Both have as their subject the Day, which, it is warned, will come upon those unprepared suddenly and unexpectedly ("as a trap," Luke 21:34); both emphasize that there will be no escape (cf. Luke 21:35); both encourage believers to watch in light of that coming "Day"; both use the same verb (ἐφίστημι) and the same adjective, αἰφνίδιος ("suddenly") of the "Day"—and the latter is used only in these two places in biblical Greek.

So to summarize Moo's parallels:

  • "the Day" as subject (Lk 21:34; 1 Th 5:2); NOTE: Moo is linking "that day" of Lk 21:34 to Lk 21:27 and the coming of Christ.
  • comes unexpectedly upon the unprepared (Lk 21:34 "like a trap"; 1 Th 5:2 "like a thief in the night" [cf. v.4 also])
  • no escape (Lk 21:34-35; 1 Th 5:3); NOTE: the failure to escape in Luke is conceptualized in the "trap" and it coming upon "all those who dwell on the face of all the earth."
  • believers encouraged to watch (Lk 21:34, 36; 1 Th 5:6)
  • verbal choice of ἐφίστημι for the event (Lk 21:34, ἐπιστῇ [Aorist Active Subjunctive], "will come"; 1 Th 5:3, ἐφίσταται [Present Mid./Pass. Indicative], "will come" or more literally, "comes"); NOTE: the word has the idea of being "present" or "at hand," and given the context similarities makes the parallel word choice a stronger argument for some literary dependence.
  • unique correlation of adjective choice of αἰφνίδιος for the event (Lk 21:34; 1 Th 5:3); NOTE: this may be one of the most compelling points about some literary dependency, as the only two uses of this word in the NT appear in these two passages that do have such apparent similarities of topic.

One other parallel Moo does not note:

  • avoiding drunkenness in anticipation of these events (Lk 21:34 "not be weighted down with ... drunkenness"; 1 Th 5:6 "be ... sober")

The significance of possible dependency means that either Luke is depending upon 1 Thessalonians, or vice versa, if a dependency exists at all. Given that Luke is roughly a parallel to other Gospel accounts about Christ's preaching, the dependency is far more likely to be Paul in 1 Thessalonians depending upon Luke, rather than Luke taking language and concepts from Paul and weaving them into his understanding of other gospel accounts.

Yet if 1 Thessalonians shows some dependency on Luke, then that argues for a fairly early rendering of Luke, for 1 Thessalonians is currently noted on Wikipedia to be "probably written by the end of AD 52" (the citation coming from the Anchor Bible).
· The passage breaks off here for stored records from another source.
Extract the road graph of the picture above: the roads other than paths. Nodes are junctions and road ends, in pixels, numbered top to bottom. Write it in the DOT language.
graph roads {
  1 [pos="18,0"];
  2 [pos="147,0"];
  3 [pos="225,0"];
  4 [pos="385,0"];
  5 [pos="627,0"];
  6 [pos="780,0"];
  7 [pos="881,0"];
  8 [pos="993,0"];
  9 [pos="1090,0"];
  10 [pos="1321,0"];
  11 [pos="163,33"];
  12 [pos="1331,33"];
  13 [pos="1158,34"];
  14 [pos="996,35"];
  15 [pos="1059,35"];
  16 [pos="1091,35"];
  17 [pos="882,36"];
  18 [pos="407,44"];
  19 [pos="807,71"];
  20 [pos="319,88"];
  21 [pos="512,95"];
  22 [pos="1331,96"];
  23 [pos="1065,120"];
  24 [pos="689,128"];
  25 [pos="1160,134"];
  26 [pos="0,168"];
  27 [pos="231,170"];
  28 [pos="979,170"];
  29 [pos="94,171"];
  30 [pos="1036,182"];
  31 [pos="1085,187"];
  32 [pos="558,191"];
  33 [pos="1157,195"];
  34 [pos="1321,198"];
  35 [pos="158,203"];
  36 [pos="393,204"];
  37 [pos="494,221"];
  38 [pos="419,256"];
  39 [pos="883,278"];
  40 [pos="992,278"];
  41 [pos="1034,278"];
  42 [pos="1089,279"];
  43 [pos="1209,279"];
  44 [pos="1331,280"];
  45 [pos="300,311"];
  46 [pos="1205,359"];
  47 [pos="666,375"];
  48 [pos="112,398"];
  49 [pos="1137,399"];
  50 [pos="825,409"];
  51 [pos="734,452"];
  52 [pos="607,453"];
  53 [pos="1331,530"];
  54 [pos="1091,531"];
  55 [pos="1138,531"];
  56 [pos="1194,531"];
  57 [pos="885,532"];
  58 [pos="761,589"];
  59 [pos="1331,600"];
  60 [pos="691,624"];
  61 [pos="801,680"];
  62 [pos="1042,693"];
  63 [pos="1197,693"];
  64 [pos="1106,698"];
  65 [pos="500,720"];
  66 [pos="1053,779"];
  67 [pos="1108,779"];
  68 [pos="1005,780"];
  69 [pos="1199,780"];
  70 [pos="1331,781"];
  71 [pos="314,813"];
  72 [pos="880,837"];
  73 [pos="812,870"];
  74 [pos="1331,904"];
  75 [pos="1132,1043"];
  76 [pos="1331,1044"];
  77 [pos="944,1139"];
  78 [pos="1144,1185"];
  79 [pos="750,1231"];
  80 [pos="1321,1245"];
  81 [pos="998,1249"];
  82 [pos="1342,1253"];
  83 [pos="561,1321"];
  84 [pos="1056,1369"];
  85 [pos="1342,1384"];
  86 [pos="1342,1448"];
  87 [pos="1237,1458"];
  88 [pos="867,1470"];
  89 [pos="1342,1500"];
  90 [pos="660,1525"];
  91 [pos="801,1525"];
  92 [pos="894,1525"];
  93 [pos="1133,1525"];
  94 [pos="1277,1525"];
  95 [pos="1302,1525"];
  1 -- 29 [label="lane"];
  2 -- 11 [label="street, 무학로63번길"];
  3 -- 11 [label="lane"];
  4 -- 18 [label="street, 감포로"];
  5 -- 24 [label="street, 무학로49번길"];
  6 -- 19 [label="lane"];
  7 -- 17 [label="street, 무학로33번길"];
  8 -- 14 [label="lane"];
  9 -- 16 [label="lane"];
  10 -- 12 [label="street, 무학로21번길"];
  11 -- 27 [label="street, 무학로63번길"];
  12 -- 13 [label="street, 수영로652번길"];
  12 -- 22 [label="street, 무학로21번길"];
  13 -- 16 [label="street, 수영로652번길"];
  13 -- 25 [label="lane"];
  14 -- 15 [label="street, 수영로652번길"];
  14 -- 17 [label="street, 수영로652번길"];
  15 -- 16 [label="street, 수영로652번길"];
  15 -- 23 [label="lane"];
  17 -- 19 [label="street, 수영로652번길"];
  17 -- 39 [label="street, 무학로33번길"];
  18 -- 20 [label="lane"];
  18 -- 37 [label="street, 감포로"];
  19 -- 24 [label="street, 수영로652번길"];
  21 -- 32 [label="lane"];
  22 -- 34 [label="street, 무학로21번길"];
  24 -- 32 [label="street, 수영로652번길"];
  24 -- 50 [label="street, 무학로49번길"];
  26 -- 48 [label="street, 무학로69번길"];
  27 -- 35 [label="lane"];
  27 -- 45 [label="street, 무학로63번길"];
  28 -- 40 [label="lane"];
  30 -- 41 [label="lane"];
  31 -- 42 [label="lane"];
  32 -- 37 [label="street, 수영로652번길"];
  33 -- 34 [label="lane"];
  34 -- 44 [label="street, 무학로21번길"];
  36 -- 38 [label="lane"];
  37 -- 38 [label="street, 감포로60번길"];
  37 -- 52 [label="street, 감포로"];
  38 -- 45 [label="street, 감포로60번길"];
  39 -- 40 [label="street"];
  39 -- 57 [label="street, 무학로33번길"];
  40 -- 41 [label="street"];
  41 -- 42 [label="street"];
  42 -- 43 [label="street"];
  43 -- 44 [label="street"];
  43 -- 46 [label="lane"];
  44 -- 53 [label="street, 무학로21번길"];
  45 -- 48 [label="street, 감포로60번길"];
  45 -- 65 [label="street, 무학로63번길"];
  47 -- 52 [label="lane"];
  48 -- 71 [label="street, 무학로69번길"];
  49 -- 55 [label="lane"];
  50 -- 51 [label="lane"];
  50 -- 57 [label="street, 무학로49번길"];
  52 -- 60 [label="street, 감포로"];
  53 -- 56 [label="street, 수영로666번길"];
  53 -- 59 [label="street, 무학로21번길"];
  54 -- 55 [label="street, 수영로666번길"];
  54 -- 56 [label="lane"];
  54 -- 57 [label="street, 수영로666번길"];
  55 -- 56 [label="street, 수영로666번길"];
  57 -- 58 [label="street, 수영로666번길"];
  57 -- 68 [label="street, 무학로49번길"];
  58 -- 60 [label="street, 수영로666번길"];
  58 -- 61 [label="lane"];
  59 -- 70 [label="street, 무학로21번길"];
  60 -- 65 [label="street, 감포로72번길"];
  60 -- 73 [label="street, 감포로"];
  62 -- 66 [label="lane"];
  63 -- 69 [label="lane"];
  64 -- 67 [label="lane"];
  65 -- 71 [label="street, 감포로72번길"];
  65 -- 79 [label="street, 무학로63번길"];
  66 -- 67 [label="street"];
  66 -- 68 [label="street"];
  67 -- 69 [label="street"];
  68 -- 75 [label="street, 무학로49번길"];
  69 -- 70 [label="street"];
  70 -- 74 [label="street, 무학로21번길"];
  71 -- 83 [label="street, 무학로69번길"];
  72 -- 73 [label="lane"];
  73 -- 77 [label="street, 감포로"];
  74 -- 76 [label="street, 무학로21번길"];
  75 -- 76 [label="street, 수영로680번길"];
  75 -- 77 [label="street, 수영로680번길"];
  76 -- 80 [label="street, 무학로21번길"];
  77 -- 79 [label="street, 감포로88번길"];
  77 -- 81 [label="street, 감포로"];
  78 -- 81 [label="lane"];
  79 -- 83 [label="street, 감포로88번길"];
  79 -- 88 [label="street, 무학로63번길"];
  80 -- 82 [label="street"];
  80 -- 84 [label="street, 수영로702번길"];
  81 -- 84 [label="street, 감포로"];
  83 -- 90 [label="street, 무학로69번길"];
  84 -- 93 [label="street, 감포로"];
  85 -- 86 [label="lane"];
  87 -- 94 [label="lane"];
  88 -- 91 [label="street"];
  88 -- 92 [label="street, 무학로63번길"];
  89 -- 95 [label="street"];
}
It further notes there that "the majority of New Testament scholars hold 1 Thessalonians to be authentic," so it is one of the least disputed for Pauline authorship.

However, since there are always two sides (at least), it also notes there:

It is also sometimes suggested that 1 Thes. 5:1–11 is a post-Pauline insertion that has many features of Lukan language and theology that serves as an apologetic correction to Paul's imminent expectation of the Second Coming in 1 Thes. 4:13–18.

So there is still not "indisputable" points to be made here. Nevertheless...

  1. If the 1 Thes 5:1-11 passage is authentically Pauline, and
  2. If 1 Thes 5:2-6 is Lukan dependent (which even the suggestion of insertion above favors Luke as the source), and
  3. If 1 Thessalonians is in fact circa AD 52, then that book, rather than 1 Timothy, would be the earliest attestation to the Gospel of Luke.

NOTES

1 The Wikipedia article states (accessed 10-20-2014),

The dating of 1 Timothy depends very much on the question of authorship. Those who accept the epistle's authenticity believe it was most likely written toward the end of Paul's ministry, c.62–67 CE. Other historians generally place its composition some time in the late 1st century or first half of the 2nd century CE, with a wide margin of uncertainty.

As Dick Harfield pointed out in a comment, even if written as late as "first half of the 2nd century CE," it would still likely be the earliest attestation.

2 Wayne A. Grudem, Systematic Theology: An Introduction to Biblical Doctrine (Leicester, England; Grand Rapids, MI: Inter-Varsity Press; Zondervan Pub. House, 2004), 61-62 (page 62 in the online Google book preview, my page numbers come from my Logos Bible Software electronic version).

3 Ibid., 61 n.21.

4 There is also a very minority variant in the 1 Tim 5:18 text that NA28 also does not take as correct, going with the majority reading. There are a few witnesses (א*vid (ar*; Cl)) that replace τοῦ μισθοῦ ("the wages") with της τροφης ("the food").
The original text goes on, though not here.